Juan Diego Florez. Copyright: Wiener Staatsoper/ Michael Pöhn
Ginge es nur um die Optik, Aida Garifullina wäre das Ideal einer Juliette, so schlank, zart und schön, wie sie ist. Aber um zu einer vollwertigen Interpretin der Rolle zu werden, müsste ihr ein guter Lehrer noch das Dauer-Vibrato und die Dauer-Schärfe aus der Stimme nehmen, die sie in jeder Lage der gesanglichen Anforderungen (nicht nur in den schmalen, schmerzhaften Höhen) begleiten.
Darstellerisch konnten beide Sänger in der Inszenierung, die entweder Hektik oder Leere bietet, kaum reüssieren, die moderne Party-Welt ist ein zu beiläufiger Rahmen für die große Tragödie, und wie kann man Juliette in der dramatischen Szene, wo sie zweifelt, das Gift zu schlucken, vor ein weißes Halbrund stellen, sodass sie nur wie eine Silhouette erscheint und faktisch nicht zu sehen ist? Eine Inszenierung, die sich einen modernen Look geben wollte, ohne in irgendeiner Hinsicht innovativ zu sein (das war damals, 2001, auch schon wieder lange her, Jürgen Flimm), wird nun vermutlich für weitere Jahrzehnte das Werk nicht zur Geltung kommen lassen.
Gar nicht zur Geltung kamen auch die Herrschaften in den Nebenrollen, selbst Dan Paul Dumitrescu als Frère Laurent klang wie bestenfalls „halbe Kraft voraus“, der Rest blieb noch schemenhafter. Damit konnte man nicht prunken.

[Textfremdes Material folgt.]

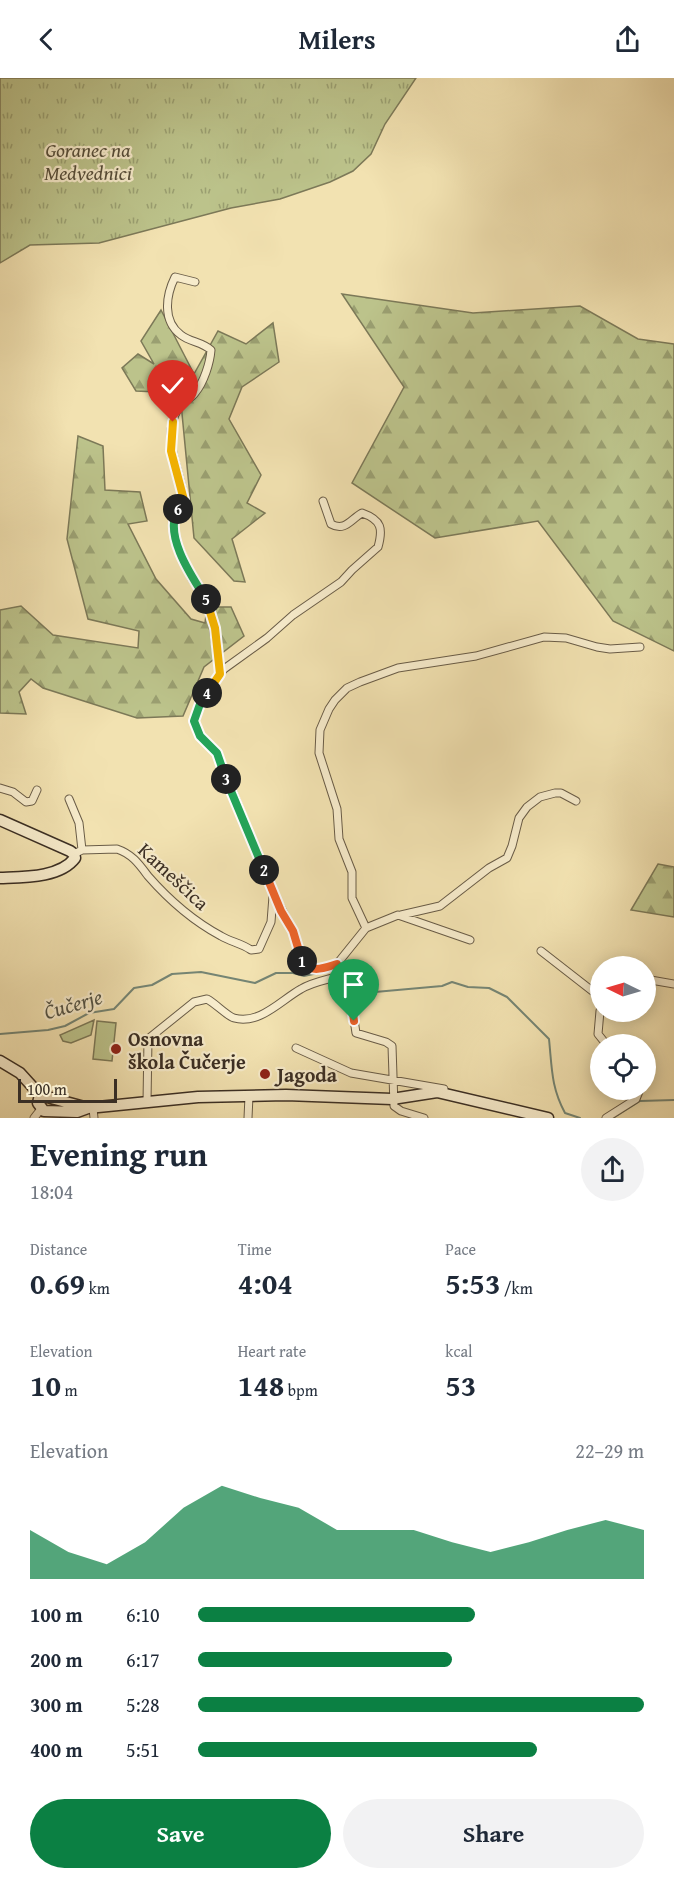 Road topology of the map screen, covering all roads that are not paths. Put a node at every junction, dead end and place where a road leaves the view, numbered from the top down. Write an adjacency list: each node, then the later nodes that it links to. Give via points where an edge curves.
1 (195, 282): 4 (street, via 175,277 167,293 168,313 179,334 211,350 200,385 178,407 173,422 171,451 184,500 173,523 192,579 211,613)
2 (323, 501): 4 (street, via 331,524 336,526 349,524 362,513 377,520 378,547 341,582)
3 (640, 647): 14 (street, via 610,649 566,638 544,638 476,656 398,668 348,688 335,700 320,730 319,753 337,809 339,839 352,872 352,898)
4 (220, 674): 12 (street, via 194,721 200,736 217,753)
5 (0, 788): 6 (street, via 26,802 32,801)
6 (37, 790)
7 (69, 799): 10 (street, via 79,823)
8 (576, 801): 13 (street, via 561,793 540,797 519,818 507,858 440,906)
9 (0, 820): 10 (street)
10 (78, 852): 11 (street, via 72,862 47,874); 12 (street, Kameščica, via 117,849 128,853 178,907 213,932 251,950 263,944 271,922)
11 (0, 878)
12 (274, 894): 17 (street, via 305,966)
13 (398, 915): 14 (street); 15 (street)
14 (366, 928): 17 (street, via 345,954)
15 (470, 940)
16 (541, 951): 20 (street)
17 (339, 969): 23 (street, via 350,992 356,1033 392,1046); 29 (street, via 258,1017 231,1017 207,999 194,1002 148,1039)
18 (656, 981): 19 (street)
19 (674, 984)
20 (590, 990)
21 (296, 1048): 23 (street, via 338,1068)
22 (0, 1061): 25 (street, via 20,1073)
23 (392, 1080): 24 (street, via 444,1088); 27 (street)
24 (447, 1093): 27 (street); 35 (street)
25 (40, 1095): 30 (street); 31 (street)
26 (249, 1096): 27 (street); 29 (street); 33 (street)
27 (392, 1099): 34 (street, via 401,1111)
28 (634, 1100): 36 (street)
29 (147, 1102): 31 (street)
30 (41, 1109): 31 (street, via 50,1113); 32 (street)
31 (92, 1111)
32 (34, 1118)
33 (248, 1118)
34 (424, 1118)
35 (548, 1118)
36 (606, 1118) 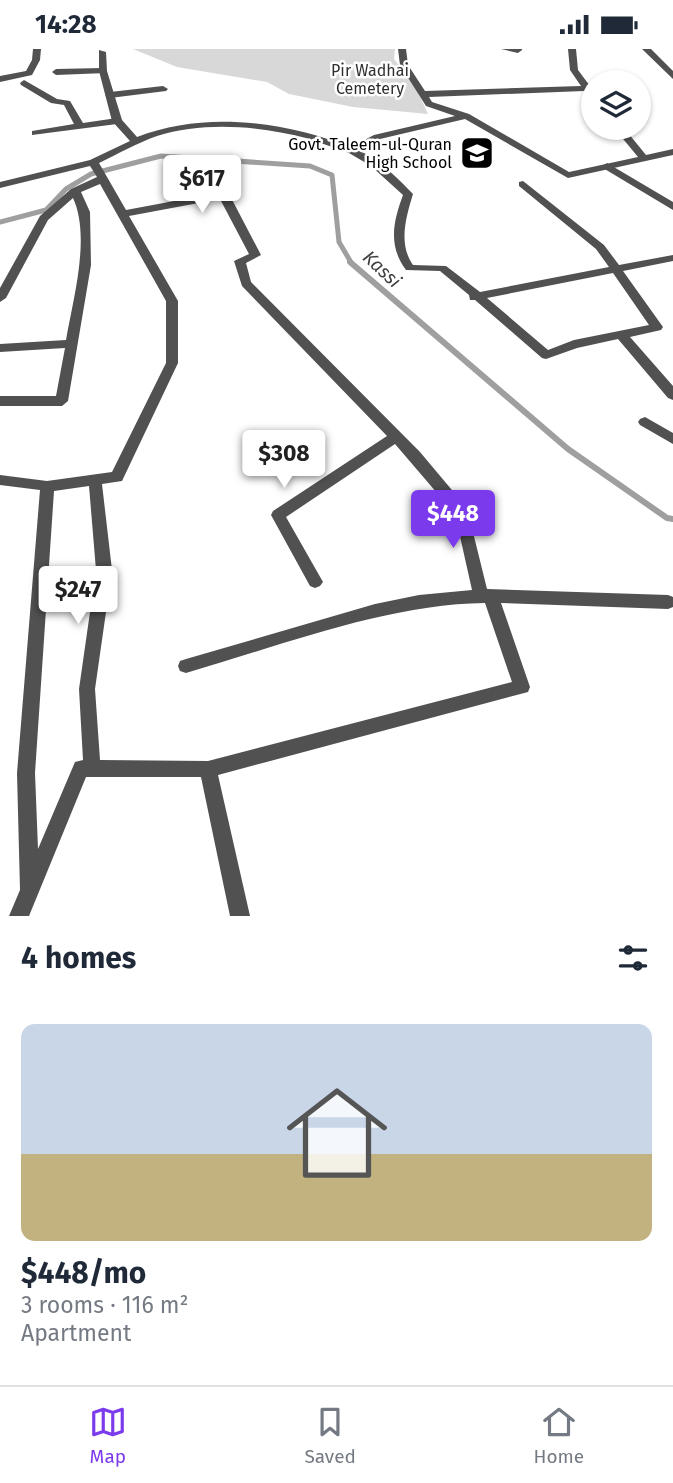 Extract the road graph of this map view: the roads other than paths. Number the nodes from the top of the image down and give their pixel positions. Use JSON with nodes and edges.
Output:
{"nodes":[{"id":1,"x":37,"y":49,"type":"edge"},
{"id":2,"x":402,"y":49,"type":"edge"},
{"id":3,"x":505,"y":49,"type":"edge"},
{"id":4,"x":572,"y":49,"type":"edge"},
{"id":5,"x":646,"y":49,"type":"edge"},
{"id":6,"x":518,"y":50,"type":"edge"},
{"id":7,"x":102,"y":52,"type":"dead end"},
{"id":8,"x":103,"y":71,"type":"junction"},
{"id":9,"x":56,"y":72,"type":"dead end"},
{"id":10,"x":673,"y":76,"type":"edge"},
{"id":11,"x":0,"y":79,"type":"edge"},
{"id":12,"x":581,"y":80,"type":"edge"},
{"id":13,"x":24,"y":83,"type":"dead end"},
{"id":14,"x":163,"y":89,"type":"dead end"},
{"id":15,"x":581,"y":92,"type":"edge"},
{"id":16,"x":110,"y":95,"type":"junction"},
{"id":17,"x":423,"y":95,"type":"junction"},
{"id":18,"x":466,"y":116,"type":"junction"},
{"id":19,"x":117,"y":121,"type":"junction"},
{"id":20,"x":80,"y":126,"type":"junction"},
{"id":21,"x":35,"y":133,"type":"dead end"},
{"id":22,"x":629,"y":140,"type":"edge"},
{"id":23,"x":136,"y":142,"type":"junction"},
{"id":24,"x":352,"y":151,"type":"junction"},
{"id":25,"x":673,"y":152,"type":"edge"},
{"id":26,"x":643,"y":157,"type":"junction"},
{"id":27,"x":93,"y":162,"type":"junction"},
{"id":28,"x":607,"y":166,"type":"junction"},
{"id":29,"x":212,"y":171,"type":"dead end"},
{"id":30,"x":104,"y":178,"type":"junction"},
{"id":31,"x":523,"y":184,"type":"dead end"},
{"id":32,"x":0,"y":185,"type":"edge"},
{"id":33,"x":75,"y":191,"type":"junction"},
{"id":34,"x":223,"y":195,"type":"junction"},
{"id":35,"x":673,"y":207,"type":"edge"},
{"id":36,"x":122,"y":214,"type":"junction"},
{"id":37,"x":673,"y":258,"type":"edge"},
{"id":38,"x":617,"y":271,"type":"junction"},
{"id":39,"x":0,"y":297,"type":"edge"},
{"id":40,"x":474,"y":297,"type":"junction"},
{"id":41,"x":621,"y":334,"type":"junction"},
{"id":42,"x":70,"y":344,"type":"junction"},
{"id":43,"x":0,"y":348,"type":"edge"},
{"id":44,"x":673,"y":394,"type":"edge"},
{"id":45,"x":0,"y":401,"type":"edge"},
{"id":46,"x":645,"y":422,"type":"dead end"},
{"id":47,"x":396,"y":437,"type":"junction"},
{"id":48,"x":673,"y":439,"type":"edge"},
{"id":49,"x":0,"y":480,"type":"edge"},
{"id":50,"x":95,"y":480,"type":"junction"},
{"id":51,"x":47,"y":486,"type":"junction"},
{"id":52,"x":315,"y":582,"type":"dead end"},
{"id":53,"x":486,"y":596,"type":"junction"},
{"id":54,"x":671,"y":607,"type":"edge"},
{"id":55,"x":186,"y":666,"type":"dead end"},
{"id":56,"x":92,"y":768,"type":"junction"},
{"id":57,"x":208,"y":769,"type":"junction"},
{"id":58,"x":30,"y":890,"type":"junction"},
{"id":59,"x":19,"y":916,"type":"edge"},
{"id":60,"x":240,"y":916,"type":"edge"}],
"edges":[{"from":1,"to":11,"type":"street"},
{"from":2,"to":17,"type":"street"},
{"from":3,"to":6,"type":"street"},
{"from":4,"to":12,"type":"street"},
{"from":5,"to":10,"type":"street"},
{"from":7,"to":8,"type":"street"},
{"from":8,"to":9,"type":"street"},
{"from":8,"to":16,"type":"street"},
{"from":13,"to":20,"type":"street"},
{"from":14,"to":16,"type":"street"},
{"from":15,"to":17,"type":"street"},
{"from":16,"to":19,"type":"street"},
{"from":17,"to":18,"type":"street"},
{"from":18,"to":24,"type":"street"},
{"from":18,"to":28,"type":"street"},
{"from":19,"to":20,"type":"street"},
{"from":19,"to":23,"type":"street"},
{"from":20,"to":21,"type":"street"},
{"from":22,"to":26,"type":"street"},
{"from":23,"to":24,"type":"street"},
{"from":23,"to":27,"type":"street"},
{"from":24,"to":40,"type":"street"},
{"from":25,"to":26,"type":"street"},
{"from":26,"to":28,"type":"street"},
{"from":27,"to":30,"type":"street"},
{"from":27,"to":32,"type":"street"},
{"from":28,"to":35,"type":"street"},
{"from":29,"to":34,"type":"street"},
{"from":30,"to":33,"type":"street"},
{"from":30,"to":36,"type":"street"},
{"from":31,"to":38,"type":"street"},
{"from":33,"to":39,"type":"street"},
{"from":33,"to":42,"type":"street"},
{"from":34,"to":36,"type":"street"},
{"from":34,"to":47,"type":"street"},
{"from":36,"to":50,"type":"street"},
{"from":37,"to":38,"type":"street"},
{"from":38,"to":40,"type":"street"},
{"from":38,"to":41,"type":"street"},
{"from":40,"to":41,"type":"street"},
{"from":41,"to":44,"type":"street"},
{"from":42,"to":43,"type":"street"},
{"from":42,"to":45,"type":"street"},
{"from":46,"to":48,"type":"street"},
{"from":47,"to":52,"type":"street"},
{"from":47,"to":53,"type":"street"},
{"from":49,"to":51,"type":"street"},
{"from":50,"to":51,"type":"street"},
{"from":50,"to":56,"type":"street"},
{"from":51,"to":58,"type":"street"},
{"from":53,"to":54,"type":"street"},
{"from":53,"to":55,"type":"street"},
{"from":53,"to":57,"type":"street"},
{"from":56,"to":57,"type":"street"},
{"from":56,"to":58,"type":"street"},
{"from":57,"to":60,"type":"street"},
{"from":58,"to":59,"type":"street"}]}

Der Abend hatte allerdings neben Juan Diego Flórez noch einen großen Namen aufzubieten, nämlich Plácido Domingo am Dirigentenpult. Er betrachtet das Dirigieren zweifellos nicht nur als Nebenprodukt seiner Karriere (wie es das Publikum gerne tut) – immerhin hat er an der Wiener Staatsoper bereits zehn verschiedene Werke dirigiert, darunter den „Romeo“ 2013. Demnächst wird er für „Tosca“ den Taktstock schwingen, wenn er uns schon singend erst im Juni (aber dann als Posa!!!) kommt…
Man kann den Fleiß dieses Mannes nur bewundern – aus der Distanz von dreieinhalb Jahren eine Oper wieder zu dirigieren, bedeutet, dass man sie von der ersten bis zur letzten Note durcharbeiten muss (er hat sie schließlich nicht dauernd, sondern nur ein einziges Mal in seinem Leben, und das war 1974 (!!!) an der Met, gesungen… ) Aber Bewunderung oder Entrüstung über das Phänomen Domingo, das ist mittlerweile ein alter Hut.
Sagen wir also, dass die Aufführung aus dem Orchestergraben teilweise bemerkenswerter war als auf der Bühne, dass Domingo mit sparsamster Gestik die liebevollste, schwelgerischste „Romeo“-Version seit langem dirigiert hat, ein Freund der Sänger (besonders des Tenors), ein lyrisches Fest, das die Philharmoniker dem Publikum bereiteten. Ehrlich, man konnte fast überrascht sein.